En el futuro, el pensamiento integracionista bolivariano de Chávez se fue llenando de un sustento antimperialista que impregnó su quehacer en la construcción de instancias de unión latinoamericana y caribeña alejadas de la impronta panamericana. En 2011, al definir los fines de la naciente Comunidad de Estados Latinoamericanos y Caribeños (CELAC), expresó que debía ser “un escudo protector contra la injerencia […] incluso un cortafuego contra la locura imperial”.
Asimismo, conceptualizó a la nueva organización como “el proyecto de unión política, económica, cultural y social más importante de nuestra historia contemporánea”. Desterró cualquier atisbo de aceptación de la doctrina Monroe y su influjo como soporte del proyecto integracionista de la región.
Las líneas anteriores nos permiten apreciar que desde Bolívar a Chávez, la marca de la doctrina Monroe ha estado presente en Venezuela. A través del tiempo, su rastro ha señalado el devenir propio de la vida de Venezuela como nación independiente.
América Latina y el Caribe se han movido en torno a la diatriba entre bolivarismo y monroísmo. La condición de Venezuela de ser el país natal del libertador, en el cual desarrolló los primeros años de su vida política, llevó a su surgimiento como nación independiente y soberana, señala el derrotero de una huella en términos políticos y económicos.
Sin embargo, también en los planos de la cultura, la identidad y los símbolos han establecido el rumbo del país. Incluso en aquellos momentos de la Historia –cuando los gobiernos han estado más cerca de Washington que de los propios intereses nacionales–, la condición de nido de las ideas bolivarianas ha estado presente para dar continuidad al espíritu y al sentimiento de nación.

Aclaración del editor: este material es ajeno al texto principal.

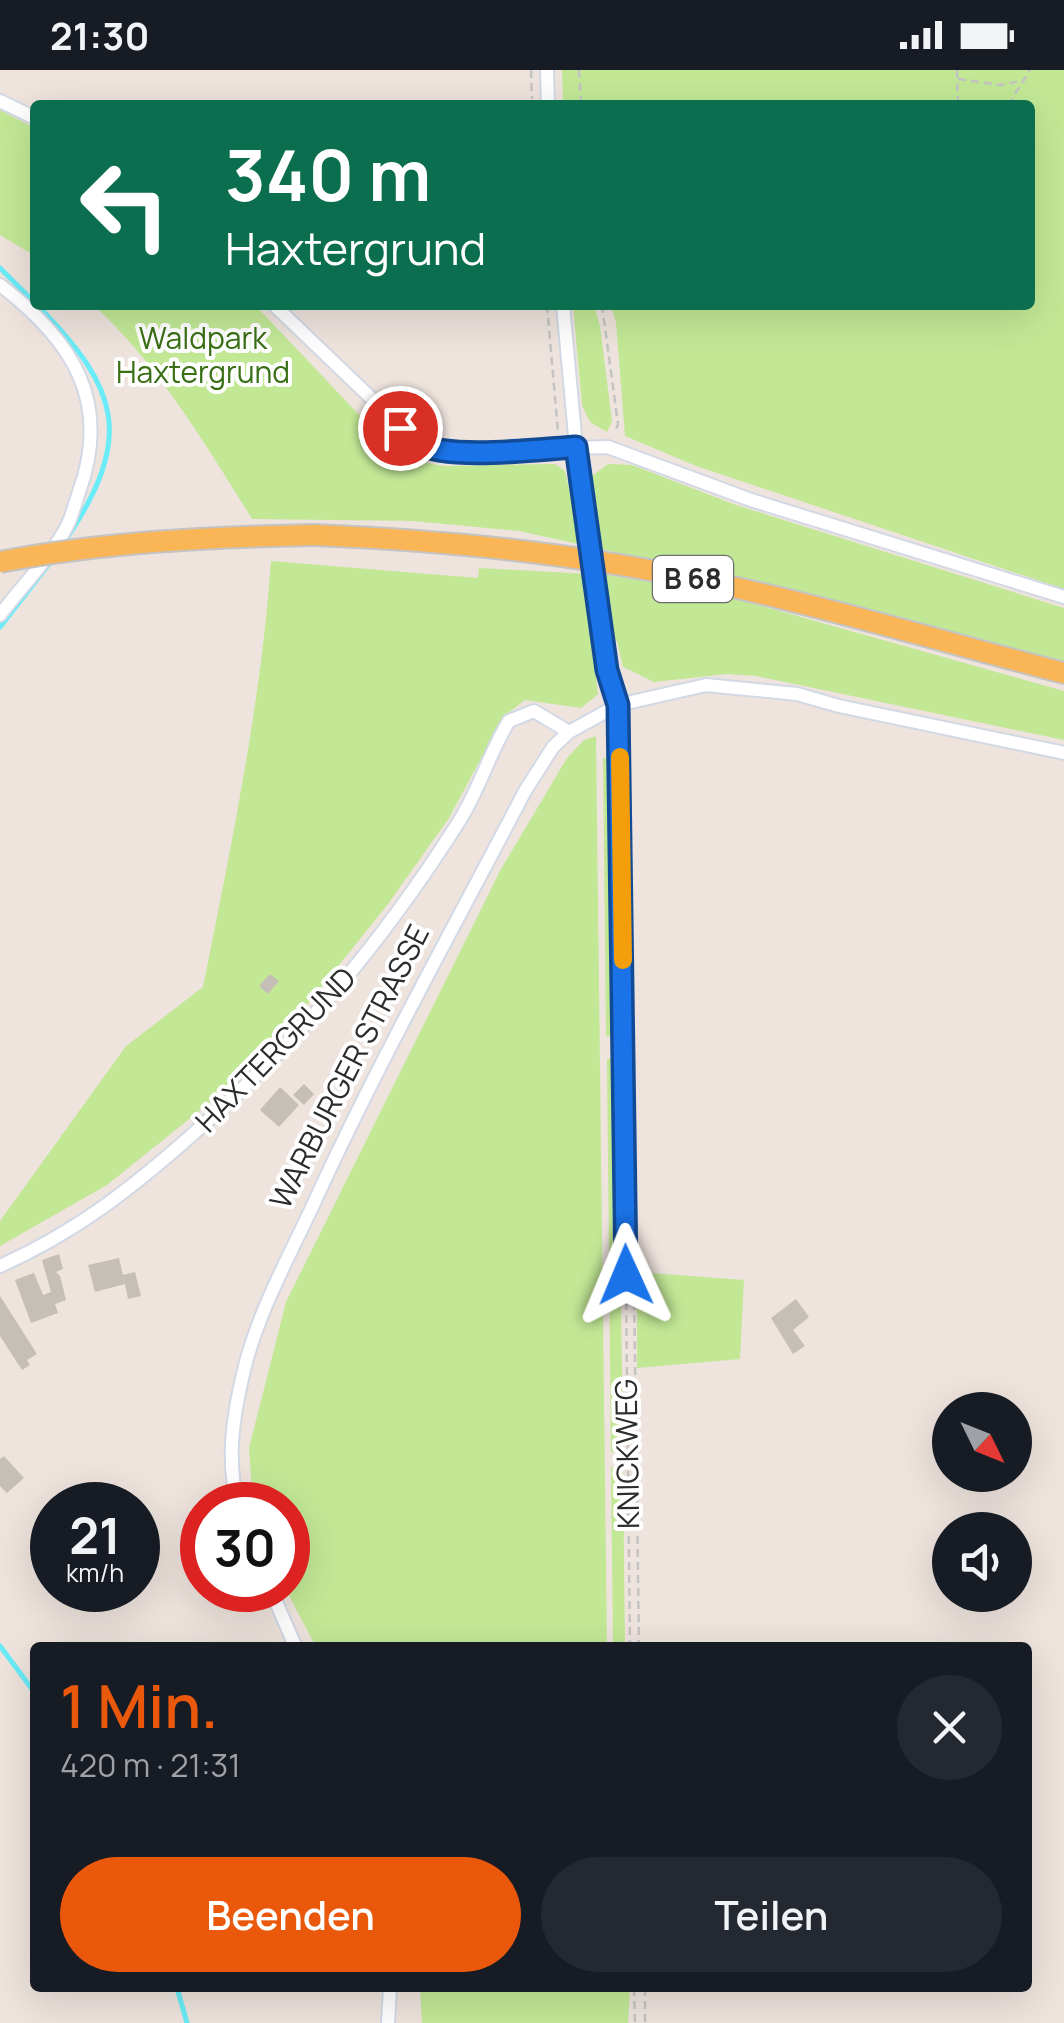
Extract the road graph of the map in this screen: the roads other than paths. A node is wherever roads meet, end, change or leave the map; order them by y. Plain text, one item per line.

Es verdad que tras Bolívar, vino Páez y la subordinación del país a la oligarquía. También es cierto que después de Cipriano Castro, llegó Juan Vicente Gómez para entregar Venezuela y su petróleo a Estados Unidos.
Entonces, aconteció la llegada al poder de Hugo Chávez. Realizó un extraordinario quehacer pedagógico en materia de hacer conocer la Historia con criterio refundacional –apelando a la revisión de los argumentos tradicionales que se mostraban como impolutas verdades de nuestro pasado–. Y, de esta manera, fue enseñada a las nuevas generaciones como parte de los anales que dieron origen y continuidad a la nacionalidad venezolana. Esta circunstancia ha venido a producir un cisma en la interpretación de la vida pretérita del país.
La publicación en el 2000 de la versión número 4 de los documentos de Santa Fe –elaborados por una comisión de expertos estadunidenses ultra conservadores sólo unos meses después de la llegada al poder de Hugo Chávez–, apuntaba a contener su impulso integracionista bajo la acusación de que “apoyándose en el bolivarismo, [Chávez] aspira a formar la Gran Colombia –Venezuela, Colombia, Panamá y Ecuador–, probablemente como república socialista”.
Después de eso, vinieron el golpe de Estado del año 2002 y el paro y sabotaje petrolero del mismo año que marcaron el preludio de un rosario de agresiones continuadas. Hasta que, el 8 de marzo de 2015, el presidente Barack Obama firmara una orden ejecutiva por la cual declaraba a Venezuela “una amenaza inusual y extraordinaria” a la seguridad nacional de Estados Unidos.
De esta manera, se estableció una razón jurídica para iniciar un proceso permanente de agresión a Venezuela que no cesa. Este decreto se ha seguido renovando durante las administraciones de Donald Trump y Joe Biden. El fantasma de la doctrina Monroe y el panamericanismo siguen apareciendo en el espectro de la patria de Bolívar. El enemigo es el mismo, incluso 200 años después.